1

I have a directory with a bunch of shapefiles for 50 cities (and will accumulate more). They are divided into three groups: cities' political boundaries (CityA_CD.shp, CityB_CD.shp, etc.), neighborhoods (CityA_Neighborhoods.shp, CityB_Neighborhoods.shp, etc.), and Census blocks (CityA_blocks.shp, CityB_blocks.shp, etc.). They use common file-naming syntaxes, have the same set of attribute variables, and are all in the same CRS. (I transformed all of them as such using QGIS.) I need to write a list of each group of files (political boundaries, neighborhoods, blocks) to read as sf objects and then bind the rows to create one large sf object for each group. However I am running into consistent problems developing this workflow in R.

library(tidyverse)
library(sf)
library(mapedit)

# This first line succeeds in creating a character string of the files that match the regex pattern.
filenames <- list.files("Directory", pattern=".*_CDs.*shp", full.names=TRUE)

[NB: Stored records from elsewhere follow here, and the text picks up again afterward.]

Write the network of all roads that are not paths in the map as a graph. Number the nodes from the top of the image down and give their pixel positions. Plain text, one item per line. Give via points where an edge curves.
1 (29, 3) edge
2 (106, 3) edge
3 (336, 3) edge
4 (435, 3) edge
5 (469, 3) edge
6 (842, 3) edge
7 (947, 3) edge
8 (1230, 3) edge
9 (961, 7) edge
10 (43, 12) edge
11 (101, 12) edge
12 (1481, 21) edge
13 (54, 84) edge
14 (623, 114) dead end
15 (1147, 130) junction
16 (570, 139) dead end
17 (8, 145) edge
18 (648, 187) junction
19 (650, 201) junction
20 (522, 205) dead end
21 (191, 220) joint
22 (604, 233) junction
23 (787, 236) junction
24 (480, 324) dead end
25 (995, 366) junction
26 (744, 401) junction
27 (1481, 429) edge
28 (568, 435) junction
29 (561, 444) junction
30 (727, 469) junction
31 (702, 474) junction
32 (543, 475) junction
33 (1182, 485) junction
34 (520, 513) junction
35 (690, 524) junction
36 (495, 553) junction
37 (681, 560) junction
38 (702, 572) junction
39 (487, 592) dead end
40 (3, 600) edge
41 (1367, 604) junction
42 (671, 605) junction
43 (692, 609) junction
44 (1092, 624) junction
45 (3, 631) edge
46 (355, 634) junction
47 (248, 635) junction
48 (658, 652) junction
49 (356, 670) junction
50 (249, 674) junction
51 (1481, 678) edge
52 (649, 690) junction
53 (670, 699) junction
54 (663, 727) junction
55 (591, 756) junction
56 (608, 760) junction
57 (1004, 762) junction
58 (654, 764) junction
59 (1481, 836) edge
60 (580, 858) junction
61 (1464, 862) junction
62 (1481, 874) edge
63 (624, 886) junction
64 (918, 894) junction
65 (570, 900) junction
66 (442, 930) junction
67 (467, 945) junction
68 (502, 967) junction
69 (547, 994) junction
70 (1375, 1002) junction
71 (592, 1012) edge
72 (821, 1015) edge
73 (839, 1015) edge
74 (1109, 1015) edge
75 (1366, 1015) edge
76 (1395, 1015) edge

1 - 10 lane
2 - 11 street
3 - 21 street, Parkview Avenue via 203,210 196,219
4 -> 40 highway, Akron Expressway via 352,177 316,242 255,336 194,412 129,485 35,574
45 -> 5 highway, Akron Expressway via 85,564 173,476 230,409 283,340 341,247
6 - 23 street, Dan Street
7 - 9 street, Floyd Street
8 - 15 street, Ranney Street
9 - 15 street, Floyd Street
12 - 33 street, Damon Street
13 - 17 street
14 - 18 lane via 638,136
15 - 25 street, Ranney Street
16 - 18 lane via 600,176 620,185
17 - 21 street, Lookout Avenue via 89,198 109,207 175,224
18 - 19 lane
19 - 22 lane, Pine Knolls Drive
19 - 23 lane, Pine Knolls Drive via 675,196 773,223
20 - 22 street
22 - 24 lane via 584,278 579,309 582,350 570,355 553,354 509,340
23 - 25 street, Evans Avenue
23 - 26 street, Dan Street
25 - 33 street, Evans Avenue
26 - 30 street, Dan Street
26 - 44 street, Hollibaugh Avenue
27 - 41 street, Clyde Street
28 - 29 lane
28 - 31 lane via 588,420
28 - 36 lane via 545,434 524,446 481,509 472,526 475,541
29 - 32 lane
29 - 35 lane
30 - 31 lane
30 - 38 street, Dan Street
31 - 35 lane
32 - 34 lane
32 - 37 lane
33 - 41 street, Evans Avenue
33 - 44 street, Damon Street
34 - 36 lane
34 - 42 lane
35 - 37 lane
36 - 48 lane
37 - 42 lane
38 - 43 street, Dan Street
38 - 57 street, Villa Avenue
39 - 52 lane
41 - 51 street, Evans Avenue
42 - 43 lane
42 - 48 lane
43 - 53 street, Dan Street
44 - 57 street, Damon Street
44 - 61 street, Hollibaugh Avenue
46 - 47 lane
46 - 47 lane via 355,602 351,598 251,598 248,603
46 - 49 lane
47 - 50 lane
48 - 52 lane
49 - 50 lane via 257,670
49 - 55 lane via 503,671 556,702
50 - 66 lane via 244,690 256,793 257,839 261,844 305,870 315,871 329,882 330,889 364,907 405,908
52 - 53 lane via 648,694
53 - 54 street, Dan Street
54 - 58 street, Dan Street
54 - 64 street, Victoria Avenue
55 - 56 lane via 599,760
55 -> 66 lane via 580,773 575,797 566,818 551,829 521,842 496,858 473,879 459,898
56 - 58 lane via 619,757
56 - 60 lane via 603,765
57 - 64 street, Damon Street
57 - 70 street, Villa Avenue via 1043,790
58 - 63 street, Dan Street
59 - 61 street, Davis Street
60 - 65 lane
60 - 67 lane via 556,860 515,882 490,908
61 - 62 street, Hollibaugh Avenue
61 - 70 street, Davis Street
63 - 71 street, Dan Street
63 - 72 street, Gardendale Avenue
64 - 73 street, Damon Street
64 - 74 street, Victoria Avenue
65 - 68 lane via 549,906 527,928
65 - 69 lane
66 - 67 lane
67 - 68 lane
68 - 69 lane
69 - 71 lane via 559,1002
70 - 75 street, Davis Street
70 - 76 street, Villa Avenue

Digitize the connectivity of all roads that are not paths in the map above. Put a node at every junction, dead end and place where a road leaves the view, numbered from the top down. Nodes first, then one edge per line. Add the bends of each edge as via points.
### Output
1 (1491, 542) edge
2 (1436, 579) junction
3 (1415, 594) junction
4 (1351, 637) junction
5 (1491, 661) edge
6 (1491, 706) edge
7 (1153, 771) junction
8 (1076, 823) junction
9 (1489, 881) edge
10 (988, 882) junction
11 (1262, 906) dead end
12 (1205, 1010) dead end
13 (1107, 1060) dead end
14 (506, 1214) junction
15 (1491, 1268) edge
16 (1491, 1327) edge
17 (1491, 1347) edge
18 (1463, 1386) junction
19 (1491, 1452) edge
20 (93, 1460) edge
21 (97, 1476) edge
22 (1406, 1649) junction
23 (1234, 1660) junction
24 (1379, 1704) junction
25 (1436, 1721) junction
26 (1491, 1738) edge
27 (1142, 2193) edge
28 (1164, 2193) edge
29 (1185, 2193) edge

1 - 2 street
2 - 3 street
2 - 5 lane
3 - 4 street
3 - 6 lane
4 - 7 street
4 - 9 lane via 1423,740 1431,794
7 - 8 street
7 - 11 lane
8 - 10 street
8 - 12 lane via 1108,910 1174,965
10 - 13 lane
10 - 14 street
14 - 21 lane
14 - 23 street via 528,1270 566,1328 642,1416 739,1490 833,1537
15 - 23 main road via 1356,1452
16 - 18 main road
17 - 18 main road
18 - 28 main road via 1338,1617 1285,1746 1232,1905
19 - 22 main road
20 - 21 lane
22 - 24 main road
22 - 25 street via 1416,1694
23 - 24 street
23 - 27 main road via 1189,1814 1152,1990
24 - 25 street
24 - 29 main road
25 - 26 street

# This second line creates a list object from the files.
shapefile_list <- lapply(filenames, st_read)

# This third line (adopted from https://github.com/r-spatial/sf/issues/798) fails as follows.
districts <- mapedit:::combine_list_of_sf(shapefile_list)
Error: Column `District_I` cant be converted from character to numeric

# This fourth line fails in an apparently different way (also adopted from https://github.com/r-spatial/sf/issues/798).
districts <- do.call(what = sf:::rbind.sf, args = shapefile_list)
Error in CPL_get_z_range(obj, 2) : z error - expecting three columns;

The first error appears to be indicating that one of my shapefiles has an incorrect variable class for the common variable District_I but R provides no information to clue me into which file is causing the error.

The second error seems to be looking for a z coordinate but is only finding x and y in the geometry attribute.

I have four questions on this front:

  1. How can I have R identify which list item it is attempting to read and bind is causing an error that halts the process?
  2. How can I force R to ignore the incompatibility issue and coerce the variable class to character so that I can deal with the variable inconsistency (if that's what it is) in R?
  3. How can I drop a variable entirely from the read sf objects that is causing an error (i.e. omit District_I for all read_sf calls in the process)?
  4. More generally, what is going on and how can I solve the second error?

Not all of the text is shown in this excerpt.